Pikanterweise kam es am späten Freitagabend fast zu einer physischen Auseinandersetzung, als Mike Rogers aus Alabama auf Matt Gaetz aus Florida losging und von einem Kollegen zurückgehalten werden musste. Rogers war bisher der erwartete Chef des mächtigen Verteidigungsausschusses. Matt Gaetz, Führungsfigur der Rebellen, hat in seinen Verhandlungen mit McCarthy nun Anspruch auf genau diesen Posten erhoben. Am Freitag fielen die Aktien der Waffenhersteller Northrop Grumman und Lockheed Martin jeweils um ein Prozent.
Die Wähler der Repulikaner sind mit jeder Wahl immer »bildungsferner«. Gebildete Wähler wählen immer öfter demokratisch. Sie pochen nun auch auf die Stabilität der Rituale, die den US-Amerikanern so viel bedeuten. Als Newt Gingrich Sprecher wurde, war es das erste Mal seit 42 Jahren, dass ein Republikaner dieses Amt innehatte, mit Gingrich begann die Selbstinszenierung der Republikaner als Rebellen in Washington.

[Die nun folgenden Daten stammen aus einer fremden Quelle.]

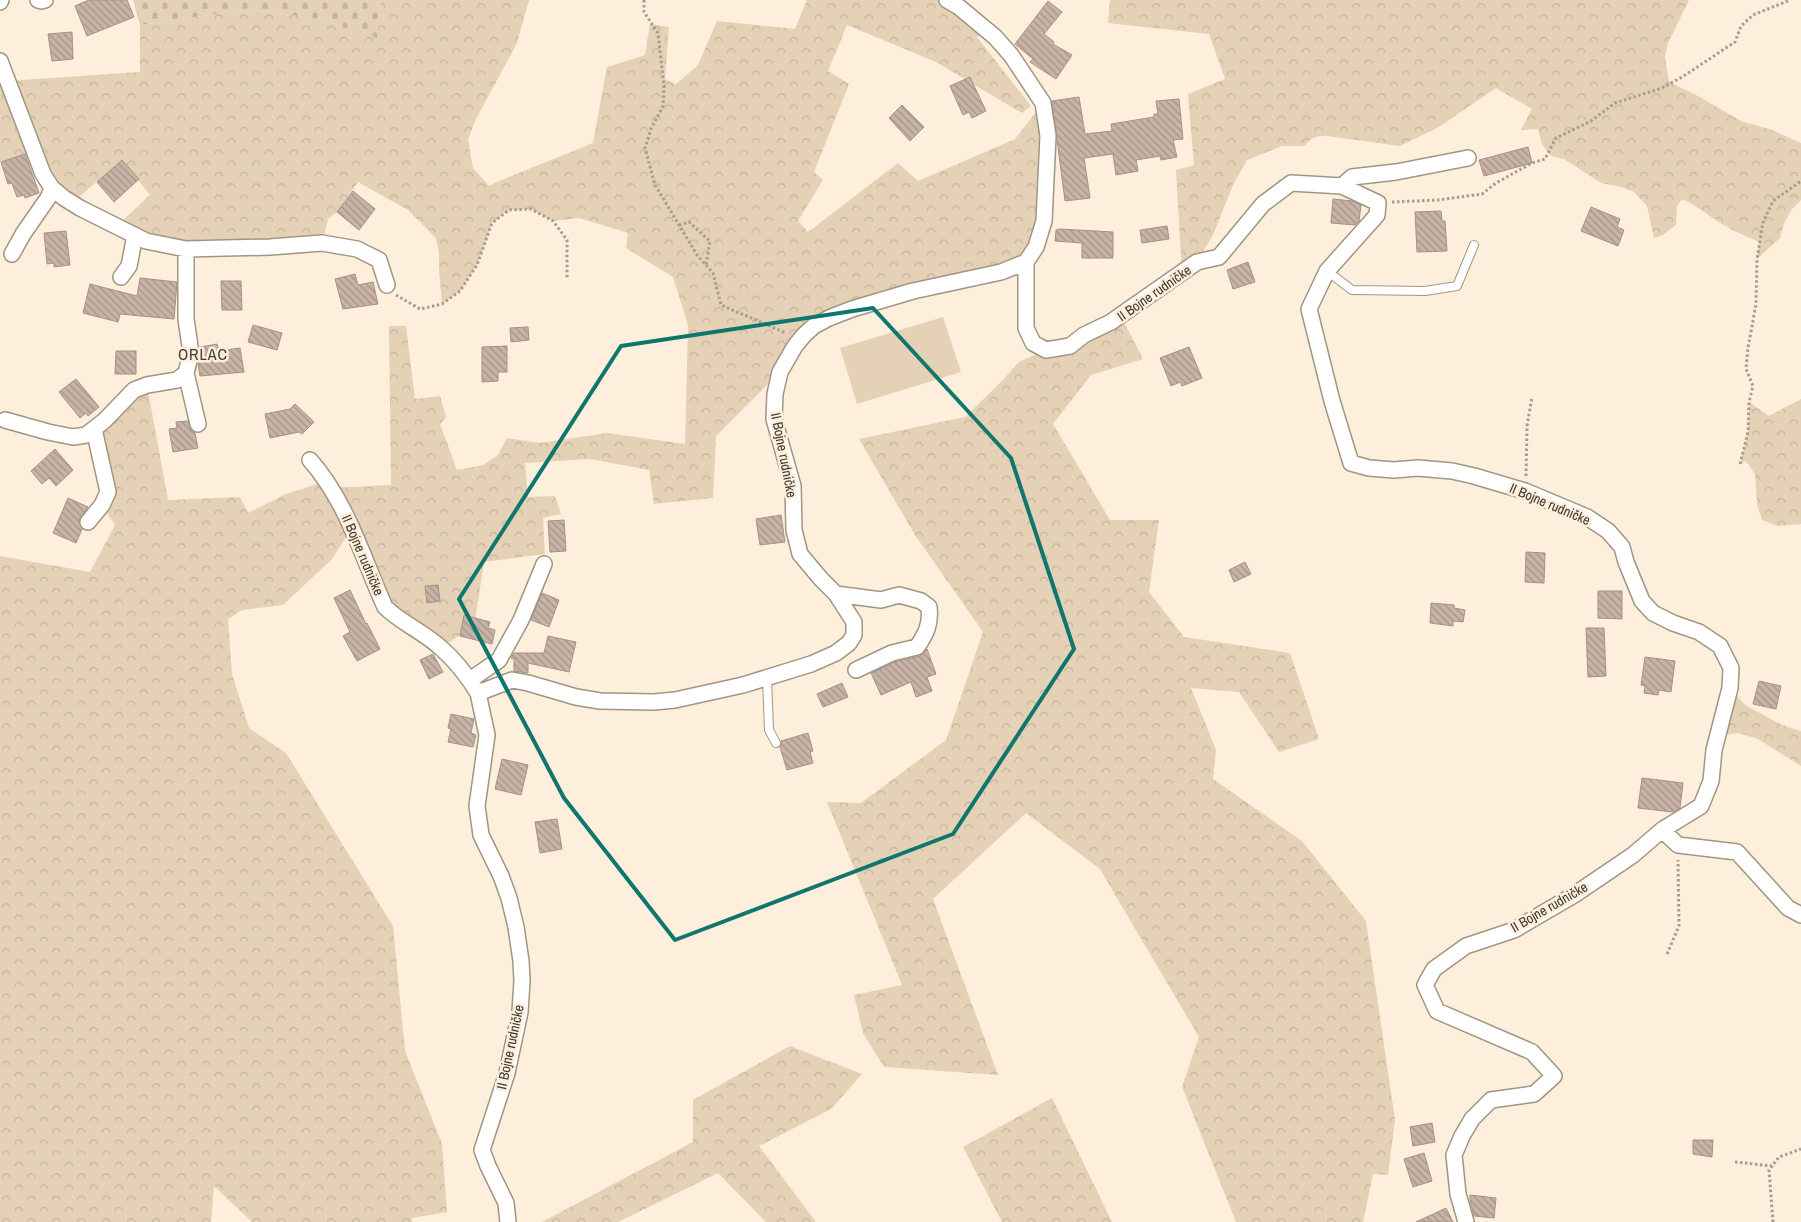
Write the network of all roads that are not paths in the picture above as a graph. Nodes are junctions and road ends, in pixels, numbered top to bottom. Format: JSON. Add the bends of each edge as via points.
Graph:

Der linke Journalist Glenn Greenwald kritisierte in seiner Sendung »System Update« die vernichtende Kritik an den rechten Rebellen: »Offenbar denkt man, dass eine gesunde Demokratie verlangt, dass alle im Stechschritt marschieren, die Befehle von oben ausführen und nie irgendwas in Frage stellen«. Aus Greenwalds Sicht sind die Parteieliten keineswegs so gegensätzlich, wie von den Medien suggeriert. In vielen Bereichen kooperieren beide Parteien, wie in der maßlosen Erhöhung des Verteidigungsbudgets oder in der Fortsetzung des Patriot Acts (Überwachung der Bevölkerung), zum letzten Mal unter Pelosi im Jahr 2018 während Trumps Präsidentschaft. Die US-Presse berichtet laut Greenwald zwar immer über die Differenzen bei eher unbedeutenden Themen, kaum aber über die eherne Einheit des Sicherheitsstaates.